→ **The data**
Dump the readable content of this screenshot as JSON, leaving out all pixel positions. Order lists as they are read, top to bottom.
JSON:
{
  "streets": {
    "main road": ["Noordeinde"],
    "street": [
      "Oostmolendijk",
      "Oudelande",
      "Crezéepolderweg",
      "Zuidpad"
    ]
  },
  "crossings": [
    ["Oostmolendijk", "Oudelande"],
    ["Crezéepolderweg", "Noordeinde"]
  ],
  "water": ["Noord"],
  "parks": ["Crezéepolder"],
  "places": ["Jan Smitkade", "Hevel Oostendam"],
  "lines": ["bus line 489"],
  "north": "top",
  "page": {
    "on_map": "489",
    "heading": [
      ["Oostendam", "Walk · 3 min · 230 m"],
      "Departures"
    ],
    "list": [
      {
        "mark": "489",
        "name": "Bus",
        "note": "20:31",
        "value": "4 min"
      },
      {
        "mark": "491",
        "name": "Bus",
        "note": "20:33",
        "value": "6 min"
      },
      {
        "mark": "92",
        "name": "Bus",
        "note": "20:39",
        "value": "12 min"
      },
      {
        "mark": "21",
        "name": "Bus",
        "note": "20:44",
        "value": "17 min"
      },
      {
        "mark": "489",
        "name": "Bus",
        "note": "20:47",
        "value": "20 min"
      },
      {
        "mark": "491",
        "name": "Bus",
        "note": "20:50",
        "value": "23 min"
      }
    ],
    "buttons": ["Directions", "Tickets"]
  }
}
* * *
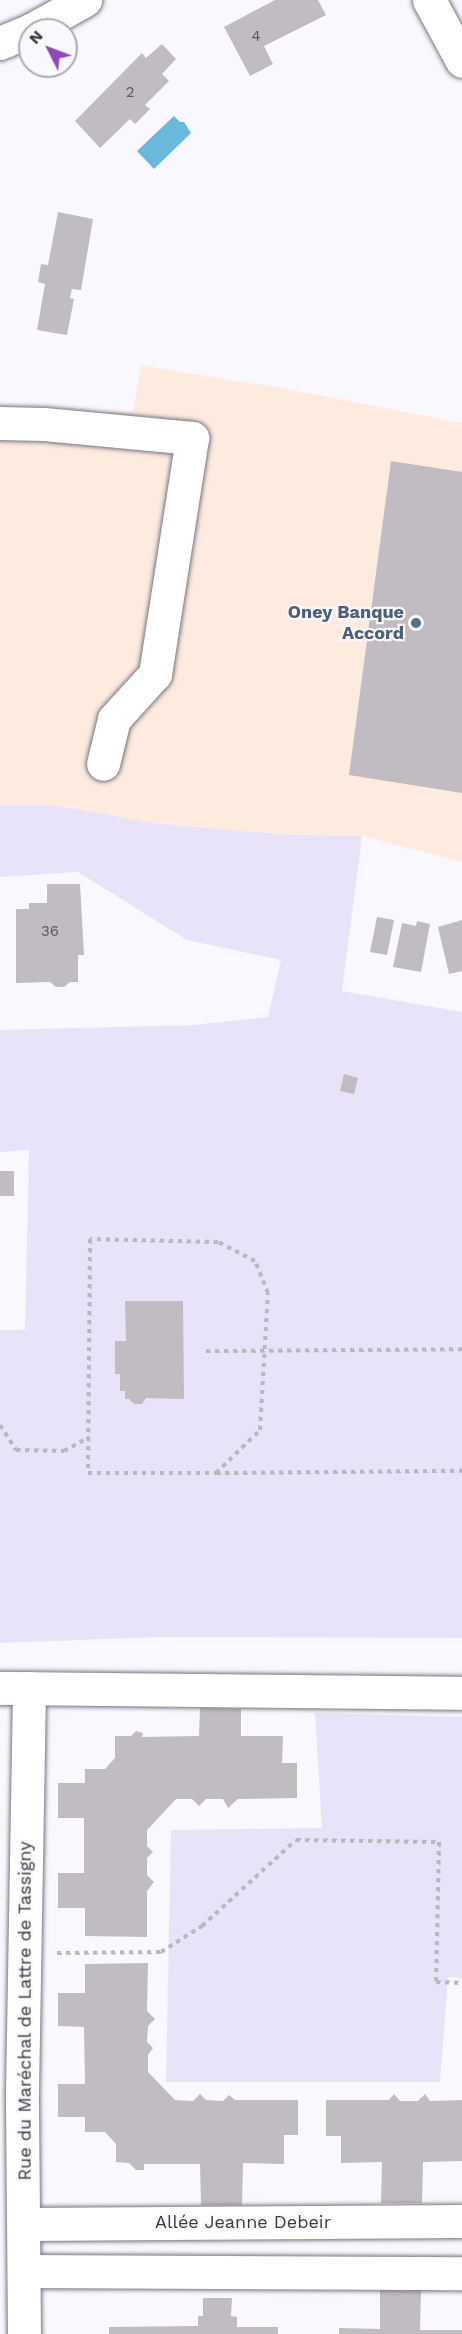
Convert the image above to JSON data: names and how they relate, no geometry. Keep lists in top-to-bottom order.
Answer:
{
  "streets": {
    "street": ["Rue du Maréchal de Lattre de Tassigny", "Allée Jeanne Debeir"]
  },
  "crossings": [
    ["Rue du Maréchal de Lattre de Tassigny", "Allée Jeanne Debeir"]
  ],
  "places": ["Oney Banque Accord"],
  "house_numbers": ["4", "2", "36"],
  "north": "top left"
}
--
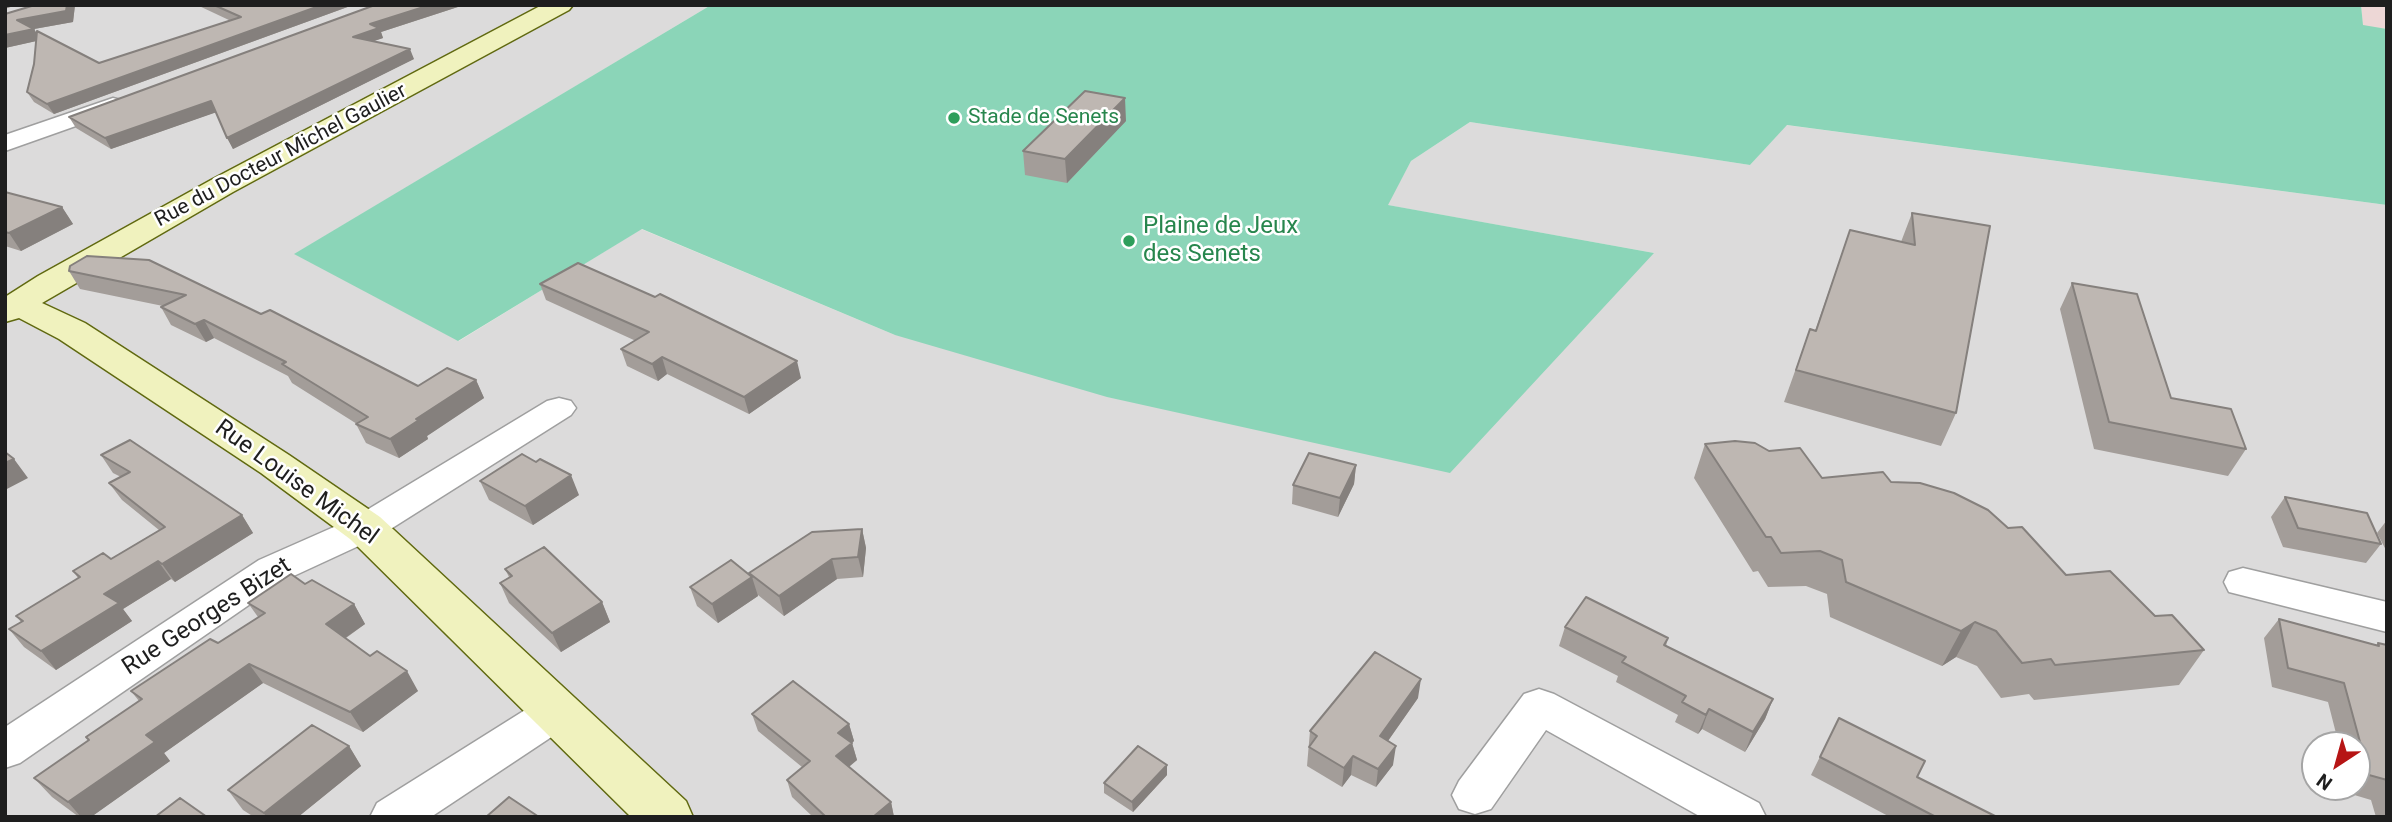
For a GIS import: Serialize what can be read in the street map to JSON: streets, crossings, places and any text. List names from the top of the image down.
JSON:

→ **Problem to work on**
Within the lines above, find those holding the word "they" and copy them.

→ **Task solution**
Dump the readable content of this screenshot as JSON, leaving out all pixel positions. Order lists as they are read, top to bottom.
Convert the image above to JSON data: names and how they relate, no geometry. Keep lists in top-to-bottom order.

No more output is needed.